Pourtant, l’analyse fondamentale ne manque pas de moyens et de critères pour indiquer si un titre vaut la peine d’être conservé ou vendu. Ainsi, certains gestionnaires de fonds communs de placement n’hésitent pas à vendre un titre dès que l’entreprise enregistre un trimestre sans croissance de ses bénéfices. D’autres préfèrent vendre quand ils assistent à deux trimestres consécutifs sans croissance des profits. D’autres encore vont vendre quand ce sont les ventes, et non pas les profits, qui sont en décroissance sur un ou deux trimestres. Ce dernier critère est plus pertinent en ce qui concerne les équipementiers et les nouvelles compagnies de haute technologie qui ne réalisent pas encore de bénéfices.
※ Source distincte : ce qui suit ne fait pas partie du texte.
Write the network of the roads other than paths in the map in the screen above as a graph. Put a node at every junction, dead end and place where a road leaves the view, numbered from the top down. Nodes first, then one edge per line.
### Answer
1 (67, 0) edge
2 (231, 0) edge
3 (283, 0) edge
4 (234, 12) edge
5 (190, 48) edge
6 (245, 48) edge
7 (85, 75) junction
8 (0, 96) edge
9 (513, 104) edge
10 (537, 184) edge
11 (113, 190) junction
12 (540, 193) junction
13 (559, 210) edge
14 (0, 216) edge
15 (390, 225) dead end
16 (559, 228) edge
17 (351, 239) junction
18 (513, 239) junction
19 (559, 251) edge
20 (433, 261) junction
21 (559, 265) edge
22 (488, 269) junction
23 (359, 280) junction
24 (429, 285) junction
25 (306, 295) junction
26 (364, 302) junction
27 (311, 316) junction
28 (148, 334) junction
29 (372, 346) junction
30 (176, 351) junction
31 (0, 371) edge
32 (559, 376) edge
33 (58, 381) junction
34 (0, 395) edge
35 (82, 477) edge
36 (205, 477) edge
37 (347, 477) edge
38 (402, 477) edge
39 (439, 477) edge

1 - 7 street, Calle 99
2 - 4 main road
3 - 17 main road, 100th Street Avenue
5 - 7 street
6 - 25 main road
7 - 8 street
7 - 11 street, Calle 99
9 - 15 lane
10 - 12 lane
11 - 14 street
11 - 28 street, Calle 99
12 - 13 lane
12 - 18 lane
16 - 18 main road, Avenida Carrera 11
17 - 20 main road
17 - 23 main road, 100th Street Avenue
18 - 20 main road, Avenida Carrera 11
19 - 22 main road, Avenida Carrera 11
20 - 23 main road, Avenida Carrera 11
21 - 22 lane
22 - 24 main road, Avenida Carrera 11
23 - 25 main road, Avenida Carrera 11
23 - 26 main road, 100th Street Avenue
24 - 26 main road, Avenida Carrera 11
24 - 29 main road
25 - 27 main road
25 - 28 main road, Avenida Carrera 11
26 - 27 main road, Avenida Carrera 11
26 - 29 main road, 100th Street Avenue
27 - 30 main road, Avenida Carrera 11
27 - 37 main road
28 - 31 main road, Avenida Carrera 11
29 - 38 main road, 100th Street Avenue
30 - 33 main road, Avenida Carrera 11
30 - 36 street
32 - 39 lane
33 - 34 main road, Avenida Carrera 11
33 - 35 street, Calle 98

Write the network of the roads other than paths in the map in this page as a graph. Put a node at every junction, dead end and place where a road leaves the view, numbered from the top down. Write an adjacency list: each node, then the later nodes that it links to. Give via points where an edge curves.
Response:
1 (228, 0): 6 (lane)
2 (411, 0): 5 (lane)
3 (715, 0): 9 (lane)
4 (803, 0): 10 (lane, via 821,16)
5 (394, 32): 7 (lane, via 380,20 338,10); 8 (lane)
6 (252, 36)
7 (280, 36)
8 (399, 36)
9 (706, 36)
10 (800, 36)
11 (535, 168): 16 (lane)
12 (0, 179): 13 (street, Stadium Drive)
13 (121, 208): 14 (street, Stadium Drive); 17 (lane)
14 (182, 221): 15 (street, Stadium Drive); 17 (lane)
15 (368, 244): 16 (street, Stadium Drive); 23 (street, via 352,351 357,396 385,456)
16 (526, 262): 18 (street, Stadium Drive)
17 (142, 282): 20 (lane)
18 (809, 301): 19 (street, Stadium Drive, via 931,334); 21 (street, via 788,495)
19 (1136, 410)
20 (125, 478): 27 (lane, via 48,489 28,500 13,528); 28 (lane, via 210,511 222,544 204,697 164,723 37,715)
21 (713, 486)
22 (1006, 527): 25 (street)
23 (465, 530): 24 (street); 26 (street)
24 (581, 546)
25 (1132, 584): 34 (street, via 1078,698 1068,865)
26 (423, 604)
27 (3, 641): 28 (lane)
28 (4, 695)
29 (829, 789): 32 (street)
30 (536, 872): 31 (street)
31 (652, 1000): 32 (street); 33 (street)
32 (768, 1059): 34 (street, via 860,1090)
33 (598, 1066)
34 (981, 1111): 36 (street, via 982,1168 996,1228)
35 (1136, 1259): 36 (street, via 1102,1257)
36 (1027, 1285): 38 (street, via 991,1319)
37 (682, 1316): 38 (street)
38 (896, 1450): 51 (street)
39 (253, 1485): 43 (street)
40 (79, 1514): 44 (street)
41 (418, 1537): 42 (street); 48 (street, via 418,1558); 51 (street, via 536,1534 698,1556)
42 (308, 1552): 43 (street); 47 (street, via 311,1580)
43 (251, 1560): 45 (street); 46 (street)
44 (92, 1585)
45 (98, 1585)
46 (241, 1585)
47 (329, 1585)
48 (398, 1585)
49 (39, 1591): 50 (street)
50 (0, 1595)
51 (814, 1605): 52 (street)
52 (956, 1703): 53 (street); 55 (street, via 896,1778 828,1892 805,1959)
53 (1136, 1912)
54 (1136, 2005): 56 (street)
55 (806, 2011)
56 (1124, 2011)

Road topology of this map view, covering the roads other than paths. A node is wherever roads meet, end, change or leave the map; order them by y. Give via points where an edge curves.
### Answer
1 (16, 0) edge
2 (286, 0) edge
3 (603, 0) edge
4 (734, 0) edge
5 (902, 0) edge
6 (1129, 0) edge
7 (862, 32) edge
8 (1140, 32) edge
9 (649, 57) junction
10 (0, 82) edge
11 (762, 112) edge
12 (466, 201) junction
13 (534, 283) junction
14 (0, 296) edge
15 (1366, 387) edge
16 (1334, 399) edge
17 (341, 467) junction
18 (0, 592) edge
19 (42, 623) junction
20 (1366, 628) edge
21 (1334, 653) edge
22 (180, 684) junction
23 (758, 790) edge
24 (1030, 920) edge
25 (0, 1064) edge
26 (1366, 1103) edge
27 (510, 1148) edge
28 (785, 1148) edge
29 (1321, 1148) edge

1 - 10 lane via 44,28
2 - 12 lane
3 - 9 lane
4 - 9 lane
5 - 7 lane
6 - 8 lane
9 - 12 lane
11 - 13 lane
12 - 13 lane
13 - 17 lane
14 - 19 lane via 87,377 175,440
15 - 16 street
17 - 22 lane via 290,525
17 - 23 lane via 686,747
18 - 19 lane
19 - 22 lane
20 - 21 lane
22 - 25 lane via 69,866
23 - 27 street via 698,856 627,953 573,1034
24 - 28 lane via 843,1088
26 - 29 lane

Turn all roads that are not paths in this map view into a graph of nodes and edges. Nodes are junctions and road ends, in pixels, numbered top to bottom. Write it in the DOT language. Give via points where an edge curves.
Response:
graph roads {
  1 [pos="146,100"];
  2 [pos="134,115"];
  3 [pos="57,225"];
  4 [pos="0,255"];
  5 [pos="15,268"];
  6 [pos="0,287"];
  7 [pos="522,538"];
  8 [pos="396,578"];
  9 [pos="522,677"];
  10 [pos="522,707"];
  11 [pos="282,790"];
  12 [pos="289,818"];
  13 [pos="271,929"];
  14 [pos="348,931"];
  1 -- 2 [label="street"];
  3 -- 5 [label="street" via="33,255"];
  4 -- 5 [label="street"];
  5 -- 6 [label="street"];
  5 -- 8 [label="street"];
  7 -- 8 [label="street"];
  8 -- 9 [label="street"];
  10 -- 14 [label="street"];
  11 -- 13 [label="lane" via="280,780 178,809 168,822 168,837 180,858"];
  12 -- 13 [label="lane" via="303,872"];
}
Dans un cas comme dans l’autre, la décision est facile à prendre. À condition de ne pas s’embourber dans des considérations trop subjectives du genre : « est-ce que je peux encore faire confiance à la direction de la compagnie ? » ou « est-ce que les produits et services vendus sont toujours appréciés par la clientèle ? ».

Non pas que ces questions ne soient pas importantes. Il faut toutefois bien comprendre que ce type d’interrogations risque de vous embrouiller l’esprit et, surtout, de vous éloigner d’une attitude fondamentale pour réussir en bourse qu’on appelle la discipline.